### What the task requires
Your output must match the data word for word, with every line included.

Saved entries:
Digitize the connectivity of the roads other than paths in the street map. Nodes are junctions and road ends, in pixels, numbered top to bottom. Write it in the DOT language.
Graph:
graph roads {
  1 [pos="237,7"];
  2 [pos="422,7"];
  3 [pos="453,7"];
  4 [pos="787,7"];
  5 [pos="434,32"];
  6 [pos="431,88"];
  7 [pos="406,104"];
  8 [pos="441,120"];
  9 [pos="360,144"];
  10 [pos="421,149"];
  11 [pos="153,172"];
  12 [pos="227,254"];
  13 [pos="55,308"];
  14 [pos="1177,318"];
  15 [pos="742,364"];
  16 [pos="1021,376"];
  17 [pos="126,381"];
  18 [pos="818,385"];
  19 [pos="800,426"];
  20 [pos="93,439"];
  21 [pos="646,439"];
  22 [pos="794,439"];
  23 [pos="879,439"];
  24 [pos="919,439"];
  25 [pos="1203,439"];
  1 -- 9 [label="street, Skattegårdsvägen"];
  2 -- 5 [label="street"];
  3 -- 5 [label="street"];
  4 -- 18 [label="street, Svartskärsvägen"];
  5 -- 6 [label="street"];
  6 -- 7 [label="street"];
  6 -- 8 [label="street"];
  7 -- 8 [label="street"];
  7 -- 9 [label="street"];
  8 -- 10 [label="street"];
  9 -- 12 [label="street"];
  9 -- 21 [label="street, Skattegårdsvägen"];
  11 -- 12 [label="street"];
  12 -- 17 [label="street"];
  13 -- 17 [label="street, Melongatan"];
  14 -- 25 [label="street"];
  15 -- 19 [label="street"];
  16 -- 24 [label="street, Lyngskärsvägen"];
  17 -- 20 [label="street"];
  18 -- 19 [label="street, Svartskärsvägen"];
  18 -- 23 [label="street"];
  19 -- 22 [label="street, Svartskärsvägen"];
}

### Exercise result
Digitize the connectivity of the roads other than paths in the street map. Nodes are junctions and road ends, in pixels, numbered top to bottom. Write it in the DOT language.
Graph:
graph roads {
  1 [pos="237,7"];
  2 [pos="422,7"];
  3 [pos="453,7"];
  4 [pos="787,7"];
  5 [pos="434,32"];
  6 [pos="431,88"];
  7 [pos="406,104"];
  8 [pos="441,120"];
  9 [pos="360,144"];
  10 [pos="421,149"];
  11 [pos="153,172"];
  12 [pos="227,254"];
  13 [pos="55,308"];
  14 [pos="1177,318"];
  15 [pos="742,364"];
  16 [pos="1021,376"];
  17 [pos="126,381"];
  18 [pos="818,385"];
  19 [pos="800,426"];
  20 [pos="93,439"];
  21 [pos="646,439"];
  22 [pos="794,439"];
  23 [pos="879,439"];
  24 [pos="919,439"];
  25 [pos="1203,439"];
  1 -- 9 [label="street, Skattegårdsvägen"];
  2 -- 5 [label="street"];
  3 -- 5 [label="street"];
  4 -- 18 [label="street, Svartskärsvägen"];
  5 -- 6 [label="street"];
  6 -- 7 [label="street"];
  6 -- 8 [label="street"];
  7 -- 8 [label="street"];
  7 -- 9 [label="street"];
  8 -- 10 [label="street"];
  9 -- 12 [label="street"];
  9 -- 21 [label="street, Skattegårdsvägen"];
  11 -- 12 [label="street"];
  12 -- 17 [label="street"];
  13 -- 17 [label="street, Melongatan"];
  14 -- 25 [label="street"];
  15 -- 19 [label="street"];
  16 -- 24 [label="street, Lyngskärsvägen"];
  17 -- 20 [label="street"];
  18 -- 19 [label="street, Svartskärsvägen"];
  18 -- 23 [label="street"];
  19 -- 22 [label="street, Svartskärsvägen"];
}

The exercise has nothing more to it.